Problem to work on
Only the lines from the one containing "height:20px; margin:-10px; padding:0" through the one containing "padding:2px 4px; background:#fff;" should be printed, exactly as they appear below, with both ends included.

Input
'''

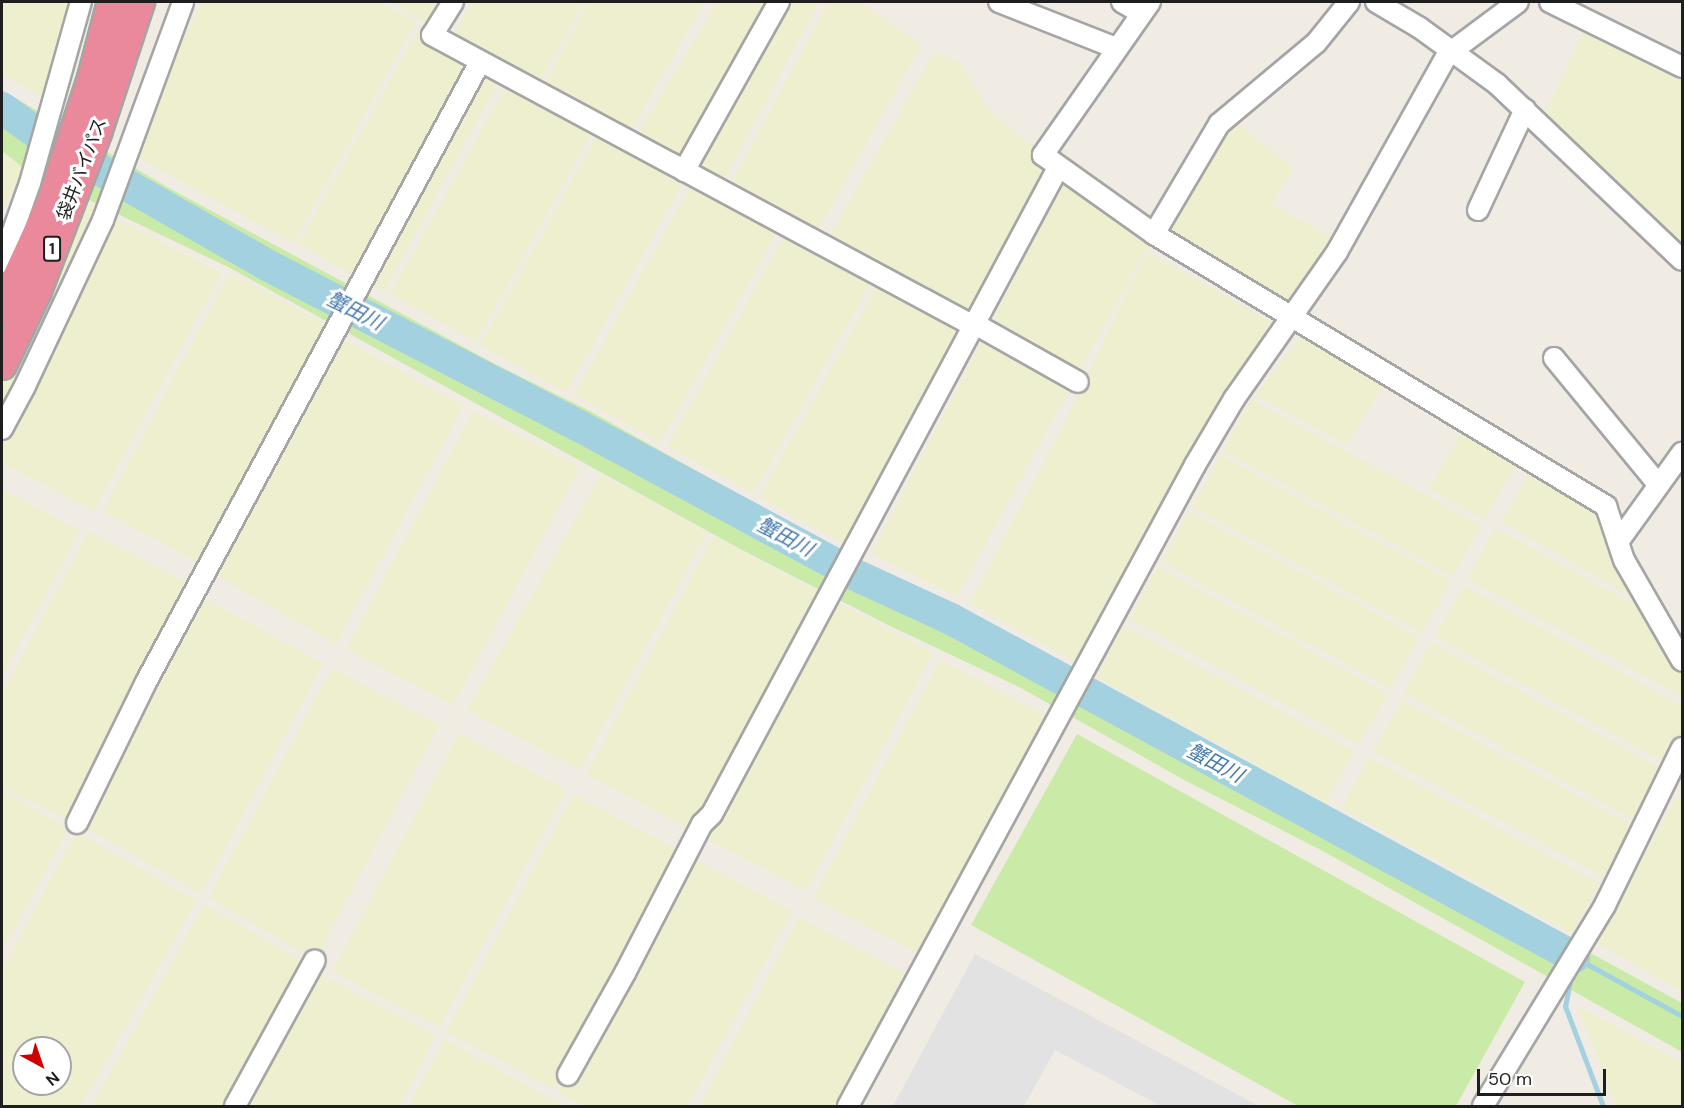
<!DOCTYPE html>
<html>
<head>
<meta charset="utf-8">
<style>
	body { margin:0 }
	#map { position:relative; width:1684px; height:1108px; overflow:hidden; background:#f0ece4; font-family:"DM Sans","Noto Sans JP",sans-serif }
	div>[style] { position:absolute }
	.farmland>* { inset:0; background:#edefcf }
	.grass>* { inset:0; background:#caeba8 }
	.parking>* { inset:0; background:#e2e2e2 }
	.stream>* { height:5px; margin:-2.5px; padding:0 2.5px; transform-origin:2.5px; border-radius:2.5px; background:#a3d1df }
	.river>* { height:32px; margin:-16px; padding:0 16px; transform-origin:16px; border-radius:16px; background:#a3d1df }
	.roads { filter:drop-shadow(2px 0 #a5a5a5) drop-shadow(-2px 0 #a5a5a5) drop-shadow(0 2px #a5a5a5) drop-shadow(0 -2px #a5a5a5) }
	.minor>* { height:20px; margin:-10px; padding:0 10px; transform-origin:10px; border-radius:10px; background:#fff }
	.highway>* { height:28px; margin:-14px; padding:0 14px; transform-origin:14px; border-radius:14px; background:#ea899b }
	span { translate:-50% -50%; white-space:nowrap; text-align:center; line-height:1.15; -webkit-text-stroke:6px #fff; paint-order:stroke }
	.shield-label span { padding:2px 4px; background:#fff; border:2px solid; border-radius:4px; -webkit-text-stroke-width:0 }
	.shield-label { font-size:16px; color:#1e1e1e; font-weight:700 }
	.street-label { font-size:18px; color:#1e1e1e }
	.water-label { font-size:20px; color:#4478a9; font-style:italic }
	.frame { position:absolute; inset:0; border:3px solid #1e1e1e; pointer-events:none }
	.north { position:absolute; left:12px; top:1036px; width:60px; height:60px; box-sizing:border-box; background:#fff; border:2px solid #a5a5a5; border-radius:50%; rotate:140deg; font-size:16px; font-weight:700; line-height:24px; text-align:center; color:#1e1e1e }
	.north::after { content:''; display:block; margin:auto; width:21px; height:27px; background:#cd0001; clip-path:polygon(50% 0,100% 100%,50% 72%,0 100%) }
	.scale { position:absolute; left:1477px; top:1069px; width:129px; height:27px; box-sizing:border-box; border:3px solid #1e1e1e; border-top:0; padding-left:8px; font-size:18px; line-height:21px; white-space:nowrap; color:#1e1e1e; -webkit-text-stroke:4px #fff; paint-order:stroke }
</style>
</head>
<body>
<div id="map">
	<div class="farmland">
		<div style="clip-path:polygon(2px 2px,74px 2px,41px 96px,2px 74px)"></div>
		<div style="clip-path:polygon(203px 2px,380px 2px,416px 22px,293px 243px,122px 149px)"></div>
		<div style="clip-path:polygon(388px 2px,453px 2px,436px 28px)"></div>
		<div style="clip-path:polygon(472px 2px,584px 2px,540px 81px,454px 33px)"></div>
		<div style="clip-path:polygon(588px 2px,704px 2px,630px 132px,544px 84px)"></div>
		<div style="clip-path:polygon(717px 2px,819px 2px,723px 182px,637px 134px)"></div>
		<div style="clip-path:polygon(828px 2px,861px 2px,921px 45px,816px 233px,730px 185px)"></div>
		<div style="clip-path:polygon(1588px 20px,1682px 75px,1682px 244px,1676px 254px,1541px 124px)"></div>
		<div style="clip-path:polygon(421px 25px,503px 74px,384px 292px,298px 244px)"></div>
		<div style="clip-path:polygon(934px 52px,958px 61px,990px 111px,1058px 168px,845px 545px,759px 497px,882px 277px,876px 273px,753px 494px,667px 446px,790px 225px,825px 244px)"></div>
		<div style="clip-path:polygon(513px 73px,599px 120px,476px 342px,390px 294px)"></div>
		<div style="clip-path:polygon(1227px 116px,1293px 167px,1272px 204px,1334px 239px,1292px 299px,1277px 308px,1165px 231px)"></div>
		<div style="clip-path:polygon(603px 124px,689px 172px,566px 393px,480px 345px)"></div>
		<div style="clip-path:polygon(2px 151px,25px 167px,2px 212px)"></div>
		<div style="clip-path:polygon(32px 174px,221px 273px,94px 511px,2px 463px,2px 232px)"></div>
		<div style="clip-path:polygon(697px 174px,783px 221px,660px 443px,574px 395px)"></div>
		<div style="clip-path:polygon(1068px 175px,1154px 234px,957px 596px,871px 554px)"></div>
		<div style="clip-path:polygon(1147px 251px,1270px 322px,1074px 661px,970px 603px,1064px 423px)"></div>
		<div style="clip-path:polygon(229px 273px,336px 329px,209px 568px,102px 511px)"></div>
		<div style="clip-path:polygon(1301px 336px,1384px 384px,1347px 445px,1255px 395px)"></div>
		<div style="clip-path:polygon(345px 340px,463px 406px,336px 644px,216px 576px)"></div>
		<div style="clip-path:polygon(1251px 399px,1481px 525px,1453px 577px,1223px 451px)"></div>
		<div style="clip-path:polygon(473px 411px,580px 467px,453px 705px,346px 649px)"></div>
		<div style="clip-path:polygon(1461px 433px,1516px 465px,1484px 520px,1429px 489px)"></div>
		<div style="clip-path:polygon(1221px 455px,1451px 581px,1422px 633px,1192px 507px)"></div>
		<div style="clip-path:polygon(1530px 470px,1609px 517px,1637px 600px,1501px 522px)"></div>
		<div style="clip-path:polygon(600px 475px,707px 532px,580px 770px,467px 710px)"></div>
		<div style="clip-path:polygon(2px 489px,80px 531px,2px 677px)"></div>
		<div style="clip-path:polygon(1189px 511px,1419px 637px,1391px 689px,1161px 562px)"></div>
		<div style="clip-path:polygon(1495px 528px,1658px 618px,1682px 673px,1682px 697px,1467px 579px)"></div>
		<div style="clip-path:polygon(88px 531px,195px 587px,72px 821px,2px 788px,2px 693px)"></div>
		<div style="clip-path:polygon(713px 536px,820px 593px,693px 831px,586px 774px)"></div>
		<div style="clip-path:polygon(1157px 566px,1388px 694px,1358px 745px,1129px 619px)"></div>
		<div style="clip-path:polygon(1463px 585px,1682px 706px,1682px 731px,1665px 763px,1435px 637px)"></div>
		<div style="clip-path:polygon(826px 597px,933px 653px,806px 891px,699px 835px)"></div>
		<div style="clip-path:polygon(204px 598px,323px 664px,201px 894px,77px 823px)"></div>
		<div style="clip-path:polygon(1124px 625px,1354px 751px,1326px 803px,1096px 677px)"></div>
		<div style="clip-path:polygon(1431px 642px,1661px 768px,1632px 819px,1403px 693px)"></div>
		<div style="clip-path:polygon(940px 660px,1047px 716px,920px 954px,813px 898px)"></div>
		<div style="clip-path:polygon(332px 668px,439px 725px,315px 960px,208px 898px)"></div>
		<div style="clip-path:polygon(1402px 700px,1632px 825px,1603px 877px,1373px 751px)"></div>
		<div style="clip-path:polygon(459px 733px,566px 790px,439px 1028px,332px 971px)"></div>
		<div style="clip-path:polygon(1369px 757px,1599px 883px,1571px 934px,1341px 808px)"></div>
		<div style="clip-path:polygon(2px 790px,68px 829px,2px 952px)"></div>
		<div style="clip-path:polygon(573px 794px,680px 851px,553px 1089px,446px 1032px)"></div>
		<div style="clip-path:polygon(1677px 796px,1682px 798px,1682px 991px,1592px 941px,1613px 912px)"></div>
		<div style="clip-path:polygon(evenodd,76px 831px,196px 901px,81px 1106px,2px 1106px,2px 970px,76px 831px,24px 1048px,60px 1048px,60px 1084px,24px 1084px,24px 1048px)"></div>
		<div style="clip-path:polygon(685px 854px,792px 911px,688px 1106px,585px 1106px,558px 1093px)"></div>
		<div style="clip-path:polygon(204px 904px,310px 965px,235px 1106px,91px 1106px)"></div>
		<div style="clip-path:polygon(799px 917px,906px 974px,836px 1106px,699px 1106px)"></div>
		<div style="clip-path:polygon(319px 974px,436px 1035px,400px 1106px,244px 1106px)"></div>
		<div style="clip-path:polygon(1577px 1006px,1682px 1062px,1682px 1106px,1616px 1106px)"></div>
		<div style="clip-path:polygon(444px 1039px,560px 1104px,558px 1106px,409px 1106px)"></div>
	</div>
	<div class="grass">
		<div style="clip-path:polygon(2px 90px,169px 188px,499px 366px,590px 411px,884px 576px,1317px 804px,1682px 1003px,1682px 1052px,1321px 850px,1186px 781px,1021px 688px,890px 626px,742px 550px,230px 268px,26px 170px,2px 151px)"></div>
		<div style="clip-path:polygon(1077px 734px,1525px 982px,1456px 1106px,1298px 1106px,971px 925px)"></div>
	</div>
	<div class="parking">
		<div style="clip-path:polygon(975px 954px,1259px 1106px,1161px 1106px,1055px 1050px,1024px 1106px,893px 1106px)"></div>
	</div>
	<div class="stream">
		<div style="left:1576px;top:958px;width:121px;rotate:28.7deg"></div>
		<div style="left:1571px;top:976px;width:31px;rotate:101deg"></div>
		<div style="left:1565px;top:1006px;width:107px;rotate:69.2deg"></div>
	</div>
	<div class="river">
		<div style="left:2px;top:108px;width:48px;rotate:35.7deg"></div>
		<div style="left:41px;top:136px;width:262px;rotate:29.7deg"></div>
		<div style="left:269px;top:266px;width:351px;rotate:27.3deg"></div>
		<div style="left:581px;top:427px;width:319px;rotate:28.3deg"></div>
		<div style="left:862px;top:578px;width:98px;rotate:24.7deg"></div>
		<div style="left:951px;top:619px;width:709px;rotate:28.48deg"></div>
	</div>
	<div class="roads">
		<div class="minor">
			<div style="left:453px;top:2px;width:39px;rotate:122deg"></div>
			<div style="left:432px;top:35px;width:608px;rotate:28.25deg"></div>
			<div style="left:968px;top:323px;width:7px;rotate:8deg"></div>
			<div style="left:975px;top:324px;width:118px;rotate:29.4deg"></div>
			<div style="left:999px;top:2px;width:126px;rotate:21.5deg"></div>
			<div style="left:1122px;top:2px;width:22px;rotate:30deg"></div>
			<div style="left:1150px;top:2px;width:187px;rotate:125deg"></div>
			<div style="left:1043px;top:155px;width:136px;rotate:35.4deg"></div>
			<div style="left:1154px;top:234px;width:528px;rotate:31.04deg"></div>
			<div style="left:1606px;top:506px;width:57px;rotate:71.6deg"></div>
			<div style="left:1624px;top:560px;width:116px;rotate:60.1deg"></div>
			<div style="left:1376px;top:2px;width:51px;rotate:30.6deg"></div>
			<div style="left:1420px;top:28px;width:95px;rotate:36deg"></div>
			<div style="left:1497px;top:84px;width:255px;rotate:43.6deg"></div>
			<div style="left:1550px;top:2px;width:147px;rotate:26.2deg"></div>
			<div style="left:1452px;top:51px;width:82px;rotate:-36.6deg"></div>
			<div style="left:684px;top:171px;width:194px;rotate:-60.7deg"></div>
			<div style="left:1478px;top:210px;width:111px;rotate:-65deg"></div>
			<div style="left:1154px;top:234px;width:128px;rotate:-59.4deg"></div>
			<div style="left:1219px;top:124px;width:126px;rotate:-39.9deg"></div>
			<div style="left:1316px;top:43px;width:53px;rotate:-51.2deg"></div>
			<div style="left:2px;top:262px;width:84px;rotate:-70.5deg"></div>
			<div style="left:30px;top:183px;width:188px;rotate:-74.3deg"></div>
			<div style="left:1554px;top:358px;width:163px;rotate:50.5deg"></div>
			<div style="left:2px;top:429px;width:47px;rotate:-61.8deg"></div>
			<div style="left:24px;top:388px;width:186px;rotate:-64.8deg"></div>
			<div style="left:103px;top:220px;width:232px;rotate:-69.8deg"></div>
			<div style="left:1618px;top:542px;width:110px;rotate:-54.3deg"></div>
			<div style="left:77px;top:823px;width:157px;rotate:-63.9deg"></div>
			<div style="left:146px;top:682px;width:704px;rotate:-61.69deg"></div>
			<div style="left:568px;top:1075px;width:117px;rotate:-60.8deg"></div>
			<div style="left:625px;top:973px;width:168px;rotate:-62.7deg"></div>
			<div style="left:702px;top:824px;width:14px;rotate:-45deg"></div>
			<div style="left:712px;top:814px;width:733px;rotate:-61.83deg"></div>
			<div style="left:235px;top:1106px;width:166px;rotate:-61.3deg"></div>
			<div style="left:848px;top:1106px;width:729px;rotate:-61.57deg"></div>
			<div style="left:1195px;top:465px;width:77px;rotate:-59.4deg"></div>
			<div style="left:1234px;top:399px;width:179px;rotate:-55deg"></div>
			<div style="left:1337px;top:252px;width:231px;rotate:-60.8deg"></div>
			<div style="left:1483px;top:1106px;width:235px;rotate:-58.7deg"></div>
			<div style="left:1605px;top:905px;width:175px;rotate:-63.9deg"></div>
		</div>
		<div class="highway">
			<div style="left:2px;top:310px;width:118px;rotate:-65.4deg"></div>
			<div style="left:51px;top:203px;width:132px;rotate:-71.8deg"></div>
			<div style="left:92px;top:78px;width:79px;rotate:-75.3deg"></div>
			<div style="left:2px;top:365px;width:82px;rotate:-64.7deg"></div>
			<div style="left:37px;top:291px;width:172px;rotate:-69.2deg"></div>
			<div style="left:98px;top:130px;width:135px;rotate:-71.8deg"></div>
		</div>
	</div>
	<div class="shield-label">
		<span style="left:52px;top:249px">1</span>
	</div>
	<div class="street-label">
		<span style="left:82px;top:169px;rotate:-69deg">袋井バイパス</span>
	</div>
	<div class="water-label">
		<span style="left:355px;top:311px;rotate:27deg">蟹田川</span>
		<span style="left:785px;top:537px;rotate:28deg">蟹田川</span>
		<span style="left:1215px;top:763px;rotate:28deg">蟹田川</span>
	</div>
	<div class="frame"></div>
	<div class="north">N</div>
	<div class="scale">50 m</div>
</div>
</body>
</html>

'''

Task result
	.minor>* { height:20px; margin:-10px; padding:0 10px; transform-origin:10px; border-radius:10px; background:#fff }
	.highway>* { height:28px; margin:-14px; padding:0 14px; transform-origin:14px; border-radius:14px; background:#ea899b }
	span { translate:-50% -50%; white-space:nowrap; text-align:center; line-height:1.15; -webkit-text-stroke:6px #fff; paint-order:stroke }
	.shield-label span { padding:2px 4px; background:#fff; border:2px solid; border-radius:4px; -webkit-text-stroke-width:0 }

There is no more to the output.